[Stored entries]
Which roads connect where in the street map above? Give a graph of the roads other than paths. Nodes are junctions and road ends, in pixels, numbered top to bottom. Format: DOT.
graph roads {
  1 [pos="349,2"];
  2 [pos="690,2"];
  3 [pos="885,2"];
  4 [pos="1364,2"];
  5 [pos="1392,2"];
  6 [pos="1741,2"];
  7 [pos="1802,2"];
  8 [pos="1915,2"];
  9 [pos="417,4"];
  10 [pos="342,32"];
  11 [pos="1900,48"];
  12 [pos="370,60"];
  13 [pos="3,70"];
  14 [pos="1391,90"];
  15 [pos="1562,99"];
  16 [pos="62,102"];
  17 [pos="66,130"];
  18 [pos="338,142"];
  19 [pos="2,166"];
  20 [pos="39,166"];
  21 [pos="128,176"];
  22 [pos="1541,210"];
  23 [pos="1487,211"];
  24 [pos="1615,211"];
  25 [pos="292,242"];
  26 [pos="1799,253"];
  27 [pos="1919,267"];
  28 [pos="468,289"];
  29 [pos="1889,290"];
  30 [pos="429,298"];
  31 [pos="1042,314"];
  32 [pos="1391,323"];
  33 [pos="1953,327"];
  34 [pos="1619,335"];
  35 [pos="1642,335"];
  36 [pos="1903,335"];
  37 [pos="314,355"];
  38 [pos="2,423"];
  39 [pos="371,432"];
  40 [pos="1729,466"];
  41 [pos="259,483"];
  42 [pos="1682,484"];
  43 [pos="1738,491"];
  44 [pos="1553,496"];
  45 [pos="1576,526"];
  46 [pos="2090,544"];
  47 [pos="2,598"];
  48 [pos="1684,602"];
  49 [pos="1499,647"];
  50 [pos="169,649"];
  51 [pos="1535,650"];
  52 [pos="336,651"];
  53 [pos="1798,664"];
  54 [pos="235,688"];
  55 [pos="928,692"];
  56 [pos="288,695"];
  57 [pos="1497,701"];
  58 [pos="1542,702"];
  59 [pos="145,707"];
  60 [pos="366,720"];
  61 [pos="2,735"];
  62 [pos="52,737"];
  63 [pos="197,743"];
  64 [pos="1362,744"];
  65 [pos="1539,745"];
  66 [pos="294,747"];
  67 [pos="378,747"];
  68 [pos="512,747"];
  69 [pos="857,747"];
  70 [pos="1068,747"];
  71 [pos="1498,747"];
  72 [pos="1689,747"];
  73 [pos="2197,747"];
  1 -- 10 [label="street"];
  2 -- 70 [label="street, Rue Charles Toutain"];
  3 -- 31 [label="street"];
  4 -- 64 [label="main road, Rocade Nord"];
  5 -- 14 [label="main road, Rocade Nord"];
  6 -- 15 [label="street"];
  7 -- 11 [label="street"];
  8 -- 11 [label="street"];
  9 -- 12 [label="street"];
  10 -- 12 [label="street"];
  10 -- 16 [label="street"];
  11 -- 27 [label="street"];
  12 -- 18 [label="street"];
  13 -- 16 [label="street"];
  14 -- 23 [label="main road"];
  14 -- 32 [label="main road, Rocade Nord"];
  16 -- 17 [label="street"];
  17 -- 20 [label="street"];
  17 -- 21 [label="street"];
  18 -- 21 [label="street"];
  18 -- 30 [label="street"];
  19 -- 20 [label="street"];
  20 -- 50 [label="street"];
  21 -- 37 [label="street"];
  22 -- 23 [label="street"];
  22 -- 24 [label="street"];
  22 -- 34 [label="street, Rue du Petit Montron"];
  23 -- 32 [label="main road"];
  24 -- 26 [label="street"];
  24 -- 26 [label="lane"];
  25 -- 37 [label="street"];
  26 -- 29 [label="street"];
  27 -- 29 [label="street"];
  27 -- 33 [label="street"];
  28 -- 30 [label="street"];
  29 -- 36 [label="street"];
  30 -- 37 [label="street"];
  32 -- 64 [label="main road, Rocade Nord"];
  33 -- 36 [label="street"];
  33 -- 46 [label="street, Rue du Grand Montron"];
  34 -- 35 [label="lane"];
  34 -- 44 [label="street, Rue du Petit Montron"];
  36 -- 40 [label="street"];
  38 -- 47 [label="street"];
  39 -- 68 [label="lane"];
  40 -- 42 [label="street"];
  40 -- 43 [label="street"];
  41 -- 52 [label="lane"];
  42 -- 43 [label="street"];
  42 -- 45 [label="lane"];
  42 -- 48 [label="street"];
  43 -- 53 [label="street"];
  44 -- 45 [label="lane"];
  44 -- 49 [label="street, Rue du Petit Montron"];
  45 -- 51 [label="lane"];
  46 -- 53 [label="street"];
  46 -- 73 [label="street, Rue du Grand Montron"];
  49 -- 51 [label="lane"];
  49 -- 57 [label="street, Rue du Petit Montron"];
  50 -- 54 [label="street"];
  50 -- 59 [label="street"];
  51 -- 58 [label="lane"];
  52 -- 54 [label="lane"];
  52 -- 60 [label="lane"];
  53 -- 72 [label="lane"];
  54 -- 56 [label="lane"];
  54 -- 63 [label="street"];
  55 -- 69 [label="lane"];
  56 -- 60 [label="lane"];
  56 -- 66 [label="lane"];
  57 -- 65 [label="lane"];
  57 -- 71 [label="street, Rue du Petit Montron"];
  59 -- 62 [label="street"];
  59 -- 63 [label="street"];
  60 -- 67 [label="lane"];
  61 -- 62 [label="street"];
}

» **Required action**
Reproduce all the data word for word.

» **Written reply**
Which roads connect where in the street map above? Give a graph of the roads other than paths. Nodes are junctions and road ends, in pixels, numbered top to bottom. Format: DOT.
graph roads {
  1 [pos="349,2"];
  2 [pos="690,2"];
  3 [pos="885,2"];
  4 [pos="1364,2"];
  5 [pos="1392,2"];
  6 [pos="1741,2"];
  7 [pos="1802,2"];
  8 [pos="1915,2"];
  9 [pos="417,4"];
  10 [pos="342,32"];
  11 [pos="1900,48"];
  12 [pos="370,60"];
  13 [pos="3,70"];
  14 [pos="1391,90"];
  15 [pos="1562,99"];
  16 [pos="62,102"];
  17 [pos="66,130"];
  18 [pos="338,142"];
  19 [pos="2,166"];
  20 [pos="39,166"];
  21 [pos="128,176"];
  22 [pos="1541,210"];
  23 [pos="1487,211"];
  24 [pos="1615,211"];
  25 [pos="292,242"];
  26 [pos="1799,253"];
  27 [pos="1919,267"];
  28 [pos="468,289"];
  29 [pos="1889,290"];
  30 [pos="429,298"];
  31 [pos="1042,314"];
  32 [pos="1391,323"];
  33 [pos="1953,327"];
  34 [pos="1619,335"];
  35 [pos="1642,335"];
  36 [pos="1903,335"];
  37 [pos="314,355"];
  38 [pos="2,423"];
  39 [pos="371,432"];
  40 [pos="1729,466"];
  41 [pos="259,483"];
  42 [pos="1682,484"];
  43 [pos="1738,491"];
  44 [pos="1553,496"];
  45 [pos="1576,526"];
  46 [pos="2090,544"];
  47 [pos="2,598"];
  48 [pos="1684,602"];
  49 [pos="1499,647"];
  50 [pos="169,649"];
  51 [pos="1535,650"];
  52 [pos="336,651"];
  53 [pos="1798,664"];
  54 [pos="235,688"];
  55 [pos="928,692"];
  56 [pos="288,695"];
  57 [pos="1497,701"];
  58 [pos="1542,702"];
  59 [pos="145,707"];
  60 [pos="366,720"];
  61 [pos="2,735"];
  62 [pos="52,737"];
  63 [pos="197,743"];
  64 [pos="1362,744"];
  65 [pos="1539,745"];
  66 [pos="294,747"];
  67 [pos="378,747"];
  68 [pos="512,747"];
  69 [pos="857,747"];
  70 [pos="1068,747"];
  71 [pos="1498,747"];
  72 [pos="1689,747"];
  73 [pos="2197,747"];
  1 -- 10 [label="street"];
  2 -- 70 [label="street, Rue Charles Toutain"];
  3 -- 31 [label="street"];
  4 -- 64 [label="main road, Rocade Nord"];
  5 -- 14 [label="main road, Rocade Nord"];
  6 -- 15 [label="street"];
  7 -- 11 [label="street"];
  8 -- 11 [label="street"];
  9 -- 12 [label="street"];
  10 -- 12 [label="street"];
  10 -- 16 [label="street"];
  11 -- 27 [label="street"];
  12 -- 18 [label="street"];
  13 -- 16 [label="street"];
  14 -- 23 [label="main road"];
  14 -- 32 [label="main road, Rocade Nord"];
  16 -- 17 [label="street"];
  17 -- 20 [label="street"];
  17 -- 21 [label="street"];
  18 -- 21 [label="street"];
  18 -- 30 [label="street"];
  19 -- 20 [label="street"];
  20 -- 50 [label="street"];
  21 -- 37 [label="street"];
  22 -- 23 [label="street"];
  22 -- 24 [label="street"];
  22 -- 34 [label="street, Rue du Petit Montron"];
  23 -- 32 [label="main road"];
  24 -- 26 [label="street"];
  24 -- 26 [label="lane"];
  25 -- 37 [label="street"];
  26 -- 29 [label="street"];
  27 -- 29 [label="street"];
  27 -- 33 [label="street"];
  28 -- 30 [label="street"];
  29 -- 36 [label="street"];
  30 -- 37 [label="street"];
  32 -- 64 [label="main road, Rocade Nord"];
  33 -- 36 [label="street"];
  33 -- 46 [label="street, Rue du Grand Montron"];
  34 -- 35 [label="lane"];
  34 -- 44 [label="street, Rue du Petit Montron"];
  36 -- 40 [label="street"];
  38 -- 47 [label="street"];
  39 -- 68 [label="lane"];
  40 -- 42 [label="street"];
  40 -- 43 [label="street"];
  41 -- 52 [label="lane"];
  42 -- 43 [label="street"];
  42 -- 45 [label="lane"];
  42 -- 48 [label="street"];
  43 -- 53 [label="street"];
  44 -- 45 [label="lane"];
  44 -- 49 [label="street, Rue du Petit Montron"];
  45 -- 51 [label="lane"];
  46 -- 53 [label="street"];
  46 -- 73 [label="street, Rue du Grand Montron"];
  49 -- 51 [label="lane"];
  49 -- 57 [label="street, Rue du Petit Montron"];
  50 -- 54 [label="street"];
  50 -- 59 [label="street"];
  51 -- 58 [label="lane"];
  52 -- 54 [label="lane"];
  52 -- 60 [label="lane"];
  53 -- 72 [label="lane"];
  54 -- 56 [label="lane"];
  54 -- 63 [label="street"];
  55 -- 69 [label="lane"];
  56 -- 60 [label="lane"];
  56 -- 66 [label="lane"];
  57 -- 65 [label="lane"];
  57 -- 71 [label="street, Rue du Petit Montron"];
  59 -- 62 [label="street"];
  59 -- 63 [label="street"];
  60 -- 67 [label="lane"];
  61 -- 62 [label="street"];
}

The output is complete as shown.